*EXERCISE DESCRIPTION*
In the data, find the word "Karczewska" and copy out every line that has it.

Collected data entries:
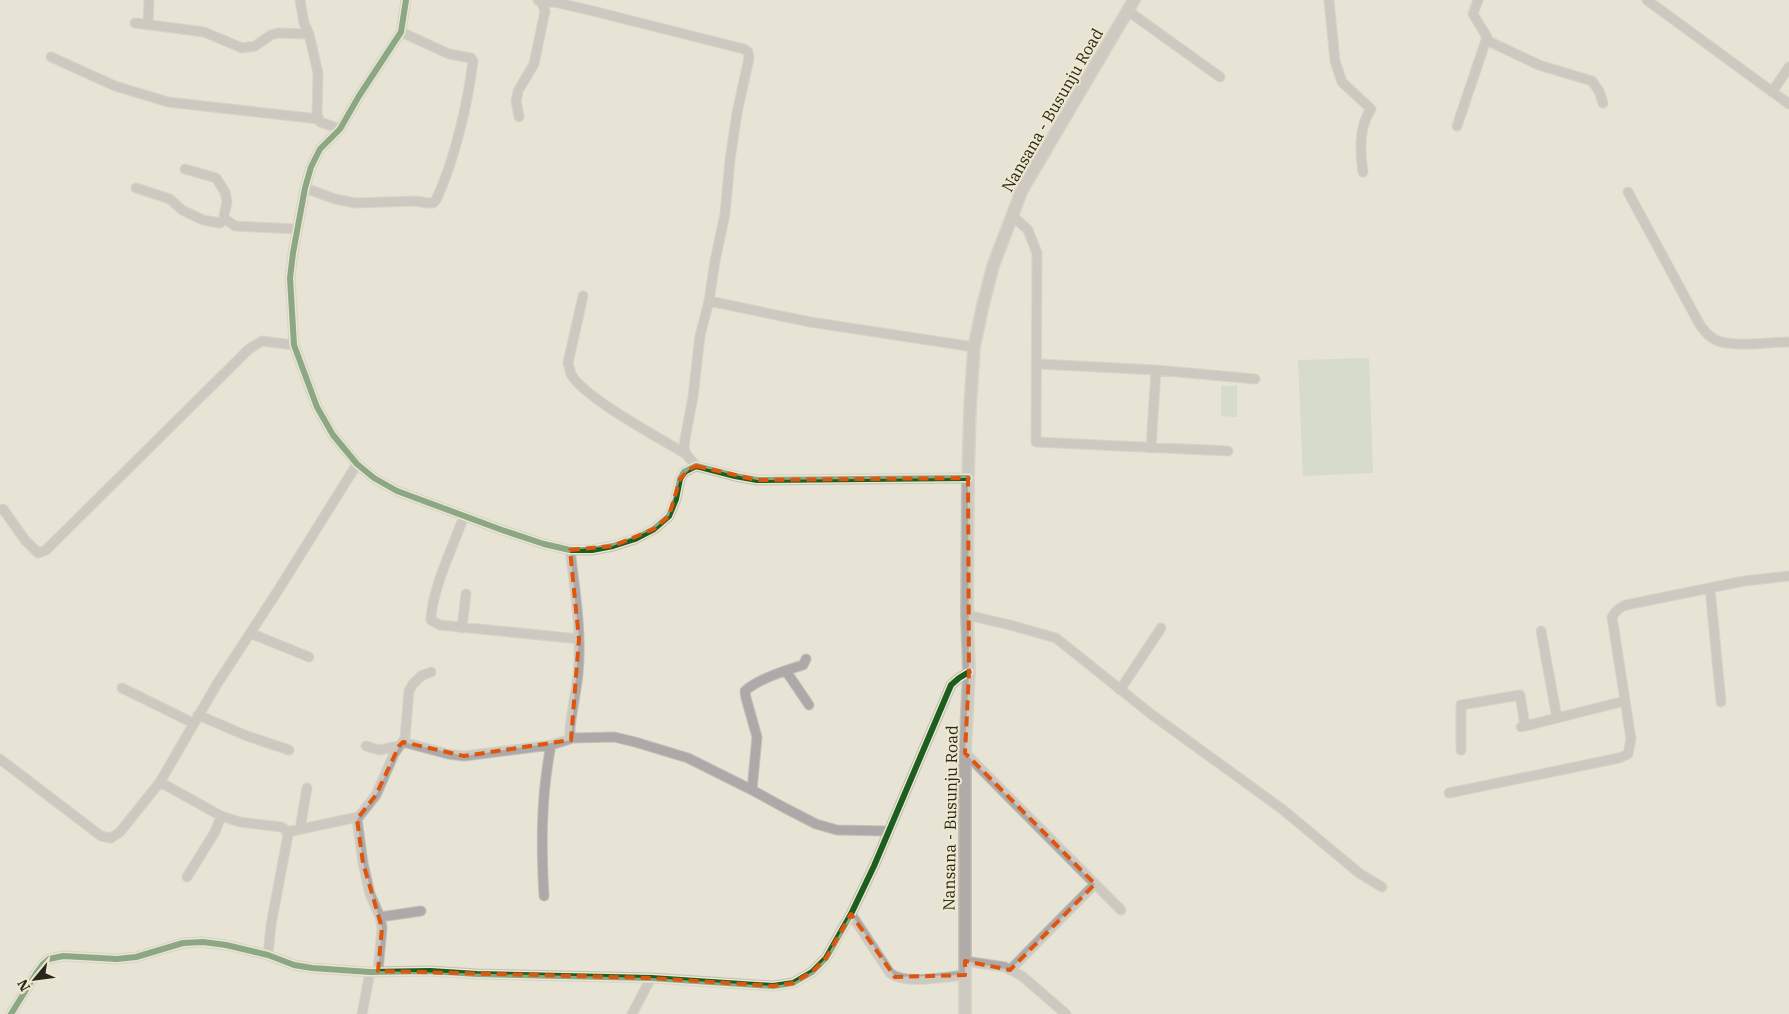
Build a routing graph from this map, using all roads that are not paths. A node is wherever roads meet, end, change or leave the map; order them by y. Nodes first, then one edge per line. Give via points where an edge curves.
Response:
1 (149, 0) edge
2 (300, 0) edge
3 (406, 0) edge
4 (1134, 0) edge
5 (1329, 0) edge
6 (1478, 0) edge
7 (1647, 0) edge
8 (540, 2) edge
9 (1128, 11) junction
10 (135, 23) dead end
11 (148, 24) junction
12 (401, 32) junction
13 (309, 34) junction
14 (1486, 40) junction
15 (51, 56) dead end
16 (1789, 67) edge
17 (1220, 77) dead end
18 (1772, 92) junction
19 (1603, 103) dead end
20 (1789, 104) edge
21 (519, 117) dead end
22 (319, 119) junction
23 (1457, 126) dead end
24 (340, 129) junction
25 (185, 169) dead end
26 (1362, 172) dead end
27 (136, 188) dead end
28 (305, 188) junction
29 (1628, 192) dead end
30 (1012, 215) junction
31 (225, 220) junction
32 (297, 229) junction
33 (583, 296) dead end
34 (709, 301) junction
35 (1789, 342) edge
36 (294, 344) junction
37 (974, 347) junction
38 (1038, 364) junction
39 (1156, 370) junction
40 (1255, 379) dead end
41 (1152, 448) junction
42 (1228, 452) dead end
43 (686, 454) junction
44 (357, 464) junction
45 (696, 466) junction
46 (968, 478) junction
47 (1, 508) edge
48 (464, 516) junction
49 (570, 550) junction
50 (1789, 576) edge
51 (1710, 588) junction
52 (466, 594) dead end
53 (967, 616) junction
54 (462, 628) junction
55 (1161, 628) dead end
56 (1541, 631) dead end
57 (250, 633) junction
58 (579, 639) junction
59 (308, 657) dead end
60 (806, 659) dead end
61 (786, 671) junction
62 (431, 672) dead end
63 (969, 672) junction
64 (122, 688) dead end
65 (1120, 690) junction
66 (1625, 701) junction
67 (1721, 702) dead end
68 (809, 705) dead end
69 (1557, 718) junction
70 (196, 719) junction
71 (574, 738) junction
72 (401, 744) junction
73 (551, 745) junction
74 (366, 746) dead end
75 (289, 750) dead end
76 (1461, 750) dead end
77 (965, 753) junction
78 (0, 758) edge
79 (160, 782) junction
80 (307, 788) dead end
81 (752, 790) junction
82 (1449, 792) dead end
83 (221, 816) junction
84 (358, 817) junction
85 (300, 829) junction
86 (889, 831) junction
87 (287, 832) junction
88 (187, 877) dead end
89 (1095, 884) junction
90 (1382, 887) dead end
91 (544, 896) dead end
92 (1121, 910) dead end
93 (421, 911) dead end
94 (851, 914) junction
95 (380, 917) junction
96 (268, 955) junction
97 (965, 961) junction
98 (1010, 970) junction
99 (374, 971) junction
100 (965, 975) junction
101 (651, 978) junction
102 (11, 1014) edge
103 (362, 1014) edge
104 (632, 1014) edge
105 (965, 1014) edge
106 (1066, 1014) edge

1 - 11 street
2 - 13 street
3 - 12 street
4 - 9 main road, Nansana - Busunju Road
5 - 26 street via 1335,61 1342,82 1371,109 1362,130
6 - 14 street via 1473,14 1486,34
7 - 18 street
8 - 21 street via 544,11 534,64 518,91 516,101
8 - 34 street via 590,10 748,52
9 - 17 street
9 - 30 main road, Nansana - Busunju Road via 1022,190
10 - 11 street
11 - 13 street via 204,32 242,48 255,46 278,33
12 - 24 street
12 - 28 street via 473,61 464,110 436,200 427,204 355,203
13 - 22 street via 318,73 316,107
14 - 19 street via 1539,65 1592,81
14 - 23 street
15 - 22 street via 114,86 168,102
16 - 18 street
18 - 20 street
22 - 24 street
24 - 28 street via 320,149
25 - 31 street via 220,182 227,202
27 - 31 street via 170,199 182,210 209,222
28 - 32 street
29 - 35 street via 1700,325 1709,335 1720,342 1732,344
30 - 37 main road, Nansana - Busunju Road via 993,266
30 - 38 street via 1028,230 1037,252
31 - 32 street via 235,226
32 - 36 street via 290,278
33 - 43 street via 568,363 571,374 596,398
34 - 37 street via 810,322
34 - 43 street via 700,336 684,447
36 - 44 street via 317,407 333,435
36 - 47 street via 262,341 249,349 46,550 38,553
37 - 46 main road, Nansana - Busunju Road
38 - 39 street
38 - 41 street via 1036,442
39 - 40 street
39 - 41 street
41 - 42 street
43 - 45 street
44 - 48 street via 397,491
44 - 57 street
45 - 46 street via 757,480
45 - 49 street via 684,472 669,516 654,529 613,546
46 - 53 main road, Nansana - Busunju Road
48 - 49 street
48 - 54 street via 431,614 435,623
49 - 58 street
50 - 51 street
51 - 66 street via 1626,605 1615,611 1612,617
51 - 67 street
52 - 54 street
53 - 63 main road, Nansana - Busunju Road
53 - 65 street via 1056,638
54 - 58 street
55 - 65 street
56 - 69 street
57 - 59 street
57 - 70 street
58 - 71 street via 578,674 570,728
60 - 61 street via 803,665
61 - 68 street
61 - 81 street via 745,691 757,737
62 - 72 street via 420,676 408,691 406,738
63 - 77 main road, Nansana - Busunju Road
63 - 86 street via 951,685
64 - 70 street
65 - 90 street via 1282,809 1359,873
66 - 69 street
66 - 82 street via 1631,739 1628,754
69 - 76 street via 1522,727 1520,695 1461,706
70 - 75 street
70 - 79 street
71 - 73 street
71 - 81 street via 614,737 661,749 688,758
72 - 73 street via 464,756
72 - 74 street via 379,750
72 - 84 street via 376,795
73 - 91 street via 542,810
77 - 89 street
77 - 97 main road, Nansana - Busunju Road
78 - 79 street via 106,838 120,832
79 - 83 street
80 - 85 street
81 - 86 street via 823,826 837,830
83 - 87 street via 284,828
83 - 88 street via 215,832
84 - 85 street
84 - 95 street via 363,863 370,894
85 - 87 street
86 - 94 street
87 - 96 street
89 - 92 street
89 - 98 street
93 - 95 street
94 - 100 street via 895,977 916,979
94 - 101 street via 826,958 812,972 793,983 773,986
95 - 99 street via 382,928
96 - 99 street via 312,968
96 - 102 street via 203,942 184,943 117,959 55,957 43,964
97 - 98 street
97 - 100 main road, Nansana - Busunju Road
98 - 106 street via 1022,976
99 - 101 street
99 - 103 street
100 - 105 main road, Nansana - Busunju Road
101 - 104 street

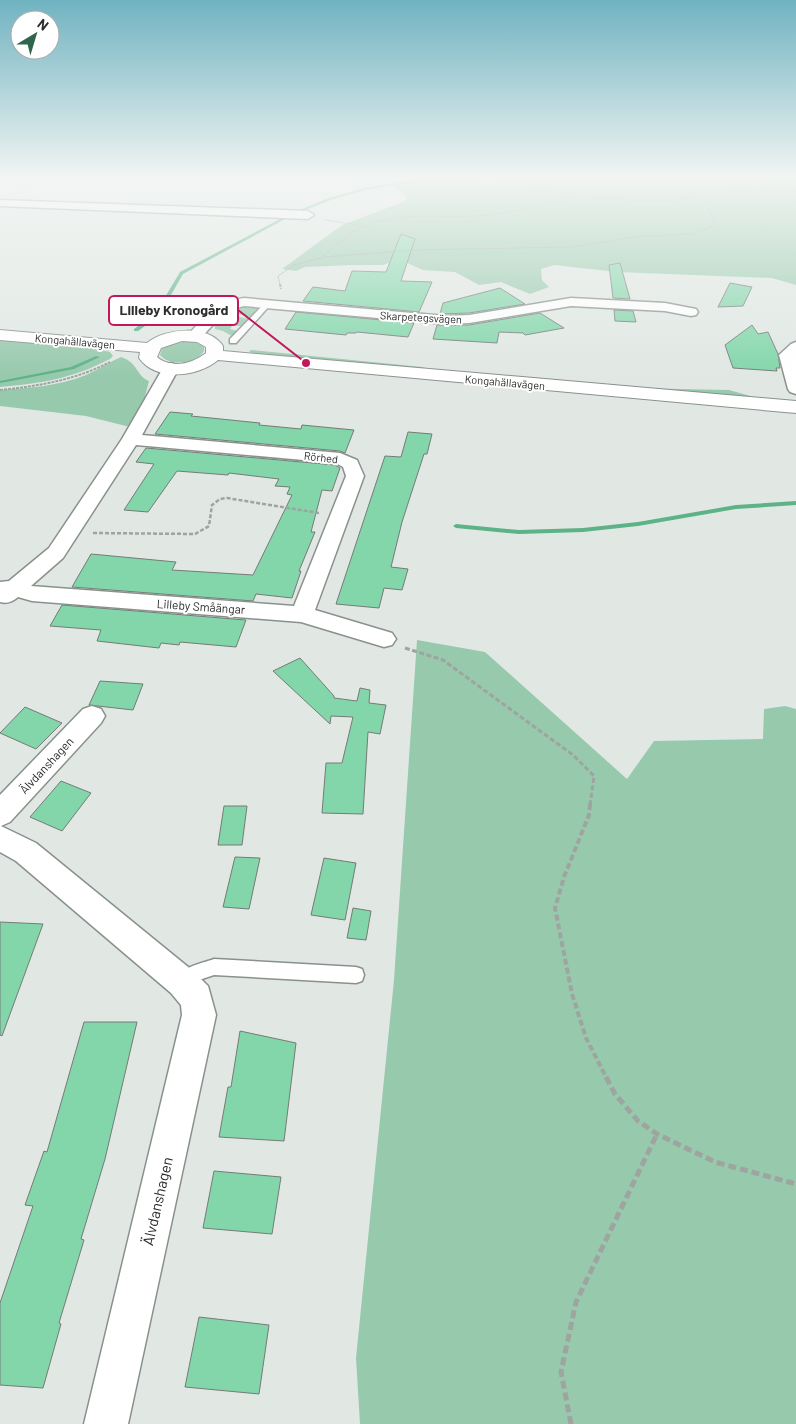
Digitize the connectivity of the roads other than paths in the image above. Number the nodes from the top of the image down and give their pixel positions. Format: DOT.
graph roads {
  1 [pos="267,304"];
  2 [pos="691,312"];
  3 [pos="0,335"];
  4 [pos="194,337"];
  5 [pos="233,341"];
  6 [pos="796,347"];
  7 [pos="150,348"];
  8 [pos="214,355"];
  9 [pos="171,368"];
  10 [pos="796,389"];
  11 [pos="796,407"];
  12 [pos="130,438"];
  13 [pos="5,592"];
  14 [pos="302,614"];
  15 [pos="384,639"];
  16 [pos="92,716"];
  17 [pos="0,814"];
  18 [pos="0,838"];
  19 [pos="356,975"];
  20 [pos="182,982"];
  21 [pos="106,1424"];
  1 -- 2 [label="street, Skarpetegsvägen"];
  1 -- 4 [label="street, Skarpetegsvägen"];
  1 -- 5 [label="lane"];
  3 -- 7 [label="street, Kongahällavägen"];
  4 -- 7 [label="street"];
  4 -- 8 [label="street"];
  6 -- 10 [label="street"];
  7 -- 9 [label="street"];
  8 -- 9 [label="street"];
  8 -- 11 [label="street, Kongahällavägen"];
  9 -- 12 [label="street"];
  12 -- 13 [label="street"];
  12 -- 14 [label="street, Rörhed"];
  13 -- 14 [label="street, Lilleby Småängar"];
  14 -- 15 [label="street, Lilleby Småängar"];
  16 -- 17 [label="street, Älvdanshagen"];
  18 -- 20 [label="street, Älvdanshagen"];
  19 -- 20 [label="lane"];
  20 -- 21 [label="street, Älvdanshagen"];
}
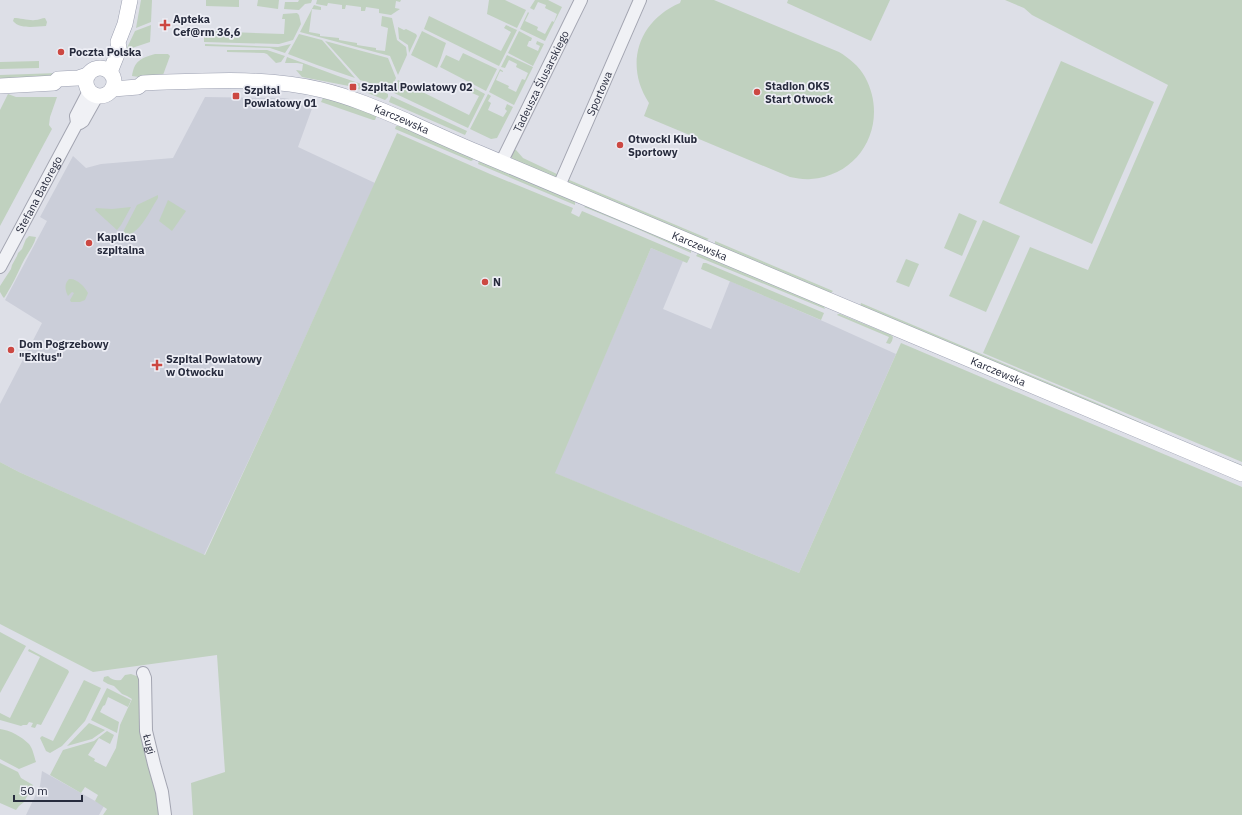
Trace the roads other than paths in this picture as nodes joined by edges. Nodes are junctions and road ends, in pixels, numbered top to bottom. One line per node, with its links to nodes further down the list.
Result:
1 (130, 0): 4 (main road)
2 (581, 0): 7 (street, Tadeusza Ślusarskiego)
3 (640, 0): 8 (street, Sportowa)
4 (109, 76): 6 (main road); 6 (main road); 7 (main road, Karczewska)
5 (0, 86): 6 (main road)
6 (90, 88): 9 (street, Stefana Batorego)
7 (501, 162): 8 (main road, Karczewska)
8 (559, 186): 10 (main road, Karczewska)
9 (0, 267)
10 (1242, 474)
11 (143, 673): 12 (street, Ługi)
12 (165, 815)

*ANSWER TO THIS EXERCISE*
4 (109, 76): 6 (main road); 6 (main road); 7 (main road, Karczewska)
7 (501, 162): 8 (main road, Karczewska)
8 (559, 186): 10 (main road, Karczewska)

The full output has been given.